- Opening Delimiter -
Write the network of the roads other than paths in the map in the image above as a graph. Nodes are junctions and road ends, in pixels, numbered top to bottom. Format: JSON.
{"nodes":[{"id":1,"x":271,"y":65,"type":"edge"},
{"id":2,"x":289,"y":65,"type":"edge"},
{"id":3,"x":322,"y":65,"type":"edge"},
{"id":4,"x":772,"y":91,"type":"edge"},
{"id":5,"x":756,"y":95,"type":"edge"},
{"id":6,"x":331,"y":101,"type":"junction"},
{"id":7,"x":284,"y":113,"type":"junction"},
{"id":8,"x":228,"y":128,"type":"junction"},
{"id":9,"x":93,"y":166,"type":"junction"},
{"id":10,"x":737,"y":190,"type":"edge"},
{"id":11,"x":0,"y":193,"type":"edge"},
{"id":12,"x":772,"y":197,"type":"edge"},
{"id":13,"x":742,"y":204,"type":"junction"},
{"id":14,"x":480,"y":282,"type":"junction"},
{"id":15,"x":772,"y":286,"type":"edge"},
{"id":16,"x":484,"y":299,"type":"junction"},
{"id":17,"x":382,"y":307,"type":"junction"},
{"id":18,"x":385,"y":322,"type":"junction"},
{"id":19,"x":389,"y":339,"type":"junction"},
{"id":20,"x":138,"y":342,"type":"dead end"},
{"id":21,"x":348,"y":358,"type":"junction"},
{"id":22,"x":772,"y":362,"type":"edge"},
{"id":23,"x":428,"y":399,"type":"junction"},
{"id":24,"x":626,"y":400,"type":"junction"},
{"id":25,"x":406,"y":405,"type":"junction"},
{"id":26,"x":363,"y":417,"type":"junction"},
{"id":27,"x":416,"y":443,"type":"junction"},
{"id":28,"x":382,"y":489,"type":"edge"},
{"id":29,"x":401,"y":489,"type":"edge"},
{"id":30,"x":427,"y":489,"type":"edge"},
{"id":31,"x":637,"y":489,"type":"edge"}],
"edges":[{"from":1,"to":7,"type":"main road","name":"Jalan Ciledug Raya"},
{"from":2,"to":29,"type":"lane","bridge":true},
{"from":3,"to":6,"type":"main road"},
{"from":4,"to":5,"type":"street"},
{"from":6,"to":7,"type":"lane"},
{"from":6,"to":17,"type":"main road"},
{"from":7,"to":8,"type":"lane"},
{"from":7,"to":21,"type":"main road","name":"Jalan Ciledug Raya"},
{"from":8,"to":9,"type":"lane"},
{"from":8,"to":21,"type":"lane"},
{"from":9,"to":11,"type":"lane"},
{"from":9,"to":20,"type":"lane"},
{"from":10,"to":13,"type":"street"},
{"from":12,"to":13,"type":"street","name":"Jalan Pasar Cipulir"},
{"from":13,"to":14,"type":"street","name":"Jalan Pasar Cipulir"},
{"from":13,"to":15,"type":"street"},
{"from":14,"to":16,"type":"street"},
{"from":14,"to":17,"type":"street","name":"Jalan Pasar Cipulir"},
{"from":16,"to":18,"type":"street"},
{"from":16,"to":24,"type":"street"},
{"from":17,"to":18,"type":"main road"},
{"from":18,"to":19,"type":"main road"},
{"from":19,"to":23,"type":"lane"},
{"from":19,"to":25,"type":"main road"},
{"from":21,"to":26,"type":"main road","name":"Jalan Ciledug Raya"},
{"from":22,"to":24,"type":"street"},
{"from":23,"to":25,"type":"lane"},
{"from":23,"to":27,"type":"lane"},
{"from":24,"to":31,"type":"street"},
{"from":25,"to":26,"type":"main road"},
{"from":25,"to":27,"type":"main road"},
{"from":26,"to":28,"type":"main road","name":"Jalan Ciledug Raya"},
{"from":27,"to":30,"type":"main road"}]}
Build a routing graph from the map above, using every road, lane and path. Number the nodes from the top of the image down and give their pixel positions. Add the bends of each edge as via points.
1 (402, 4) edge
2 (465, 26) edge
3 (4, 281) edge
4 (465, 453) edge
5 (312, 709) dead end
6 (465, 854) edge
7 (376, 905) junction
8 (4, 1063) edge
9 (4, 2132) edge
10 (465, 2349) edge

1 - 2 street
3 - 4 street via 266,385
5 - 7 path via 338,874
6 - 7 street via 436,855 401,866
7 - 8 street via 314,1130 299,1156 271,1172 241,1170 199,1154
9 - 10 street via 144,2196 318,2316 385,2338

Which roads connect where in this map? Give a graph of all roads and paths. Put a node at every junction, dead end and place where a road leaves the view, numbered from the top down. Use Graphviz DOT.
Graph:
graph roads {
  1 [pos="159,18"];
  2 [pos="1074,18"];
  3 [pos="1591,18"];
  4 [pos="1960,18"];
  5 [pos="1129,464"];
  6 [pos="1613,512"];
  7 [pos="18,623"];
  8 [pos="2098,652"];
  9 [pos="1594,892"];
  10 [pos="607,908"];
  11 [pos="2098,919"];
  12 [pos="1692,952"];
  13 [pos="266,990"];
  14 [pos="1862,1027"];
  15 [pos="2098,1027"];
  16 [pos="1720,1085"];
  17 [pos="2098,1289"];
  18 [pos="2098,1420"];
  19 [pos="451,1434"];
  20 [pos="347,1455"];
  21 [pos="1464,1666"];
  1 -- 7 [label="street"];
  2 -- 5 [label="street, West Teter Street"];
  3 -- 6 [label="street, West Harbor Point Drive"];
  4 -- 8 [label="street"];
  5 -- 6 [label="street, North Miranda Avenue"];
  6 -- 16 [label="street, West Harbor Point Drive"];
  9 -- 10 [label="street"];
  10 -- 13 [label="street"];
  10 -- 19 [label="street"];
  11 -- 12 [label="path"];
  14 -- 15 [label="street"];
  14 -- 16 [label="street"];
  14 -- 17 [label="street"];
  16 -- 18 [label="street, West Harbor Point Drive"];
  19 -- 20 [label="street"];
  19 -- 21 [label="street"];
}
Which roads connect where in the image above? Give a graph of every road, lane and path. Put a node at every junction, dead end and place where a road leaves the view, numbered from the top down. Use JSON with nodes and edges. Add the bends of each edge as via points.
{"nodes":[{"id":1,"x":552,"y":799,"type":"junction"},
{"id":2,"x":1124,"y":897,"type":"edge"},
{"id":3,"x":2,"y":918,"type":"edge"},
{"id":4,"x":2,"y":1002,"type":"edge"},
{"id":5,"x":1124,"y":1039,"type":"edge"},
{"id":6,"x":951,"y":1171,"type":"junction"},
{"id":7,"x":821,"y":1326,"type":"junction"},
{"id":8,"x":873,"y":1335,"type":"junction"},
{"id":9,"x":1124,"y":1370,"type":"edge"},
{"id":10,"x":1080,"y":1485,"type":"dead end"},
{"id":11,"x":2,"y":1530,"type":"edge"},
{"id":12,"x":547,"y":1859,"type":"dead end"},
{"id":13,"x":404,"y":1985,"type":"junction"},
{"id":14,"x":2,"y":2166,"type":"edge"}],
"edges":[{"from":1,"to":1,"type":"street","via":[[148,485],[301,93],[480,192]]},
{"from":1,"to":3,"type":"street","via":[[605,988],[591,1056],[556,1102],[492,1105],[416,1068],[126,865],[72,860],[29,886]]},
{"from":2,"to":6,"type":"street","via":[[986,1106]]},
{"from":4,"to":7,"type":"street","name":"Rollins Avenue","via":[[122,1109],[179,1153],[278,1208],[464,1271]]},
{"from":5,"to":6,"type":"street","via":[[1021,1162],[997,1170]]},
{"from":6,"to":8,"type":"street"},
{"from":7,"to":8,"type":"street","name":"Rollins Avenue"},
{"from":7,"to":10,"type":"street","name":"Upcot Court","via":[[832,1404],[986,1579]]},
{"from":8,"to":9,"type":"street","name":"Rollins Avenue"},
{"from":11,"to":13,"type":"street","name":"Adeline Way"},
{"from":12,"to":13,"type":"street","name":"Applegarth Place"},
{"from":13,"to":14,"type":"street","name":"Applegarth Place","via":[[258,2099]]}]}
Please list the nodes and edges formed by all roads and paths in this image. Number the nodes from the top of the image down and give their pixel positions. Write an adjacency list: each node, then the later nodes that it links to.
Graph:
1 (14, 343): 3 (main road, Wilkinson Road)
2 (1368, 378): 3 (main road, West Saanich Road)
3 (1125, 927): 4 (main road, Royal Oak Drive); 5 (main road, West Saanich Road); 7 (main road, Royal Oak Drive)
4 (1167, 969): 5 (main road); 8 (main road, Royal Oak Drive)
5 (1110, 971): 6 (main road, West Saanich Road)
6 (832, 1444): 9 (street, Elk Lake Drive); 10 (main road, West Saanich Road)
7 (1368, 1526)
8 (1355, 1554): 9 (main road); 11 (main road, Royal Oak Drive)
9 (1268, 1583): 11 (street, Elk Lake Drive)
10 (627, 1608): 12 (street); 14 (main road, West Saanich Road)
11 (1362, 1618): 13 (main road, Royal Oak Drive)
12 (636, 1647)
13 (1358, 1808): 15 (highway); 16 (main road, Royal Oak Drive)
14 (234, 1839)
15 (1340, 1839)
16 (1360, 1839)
- Closing Delimiter -
Each line in the entries above that includes the string "their" adds to the count; state that count only.

2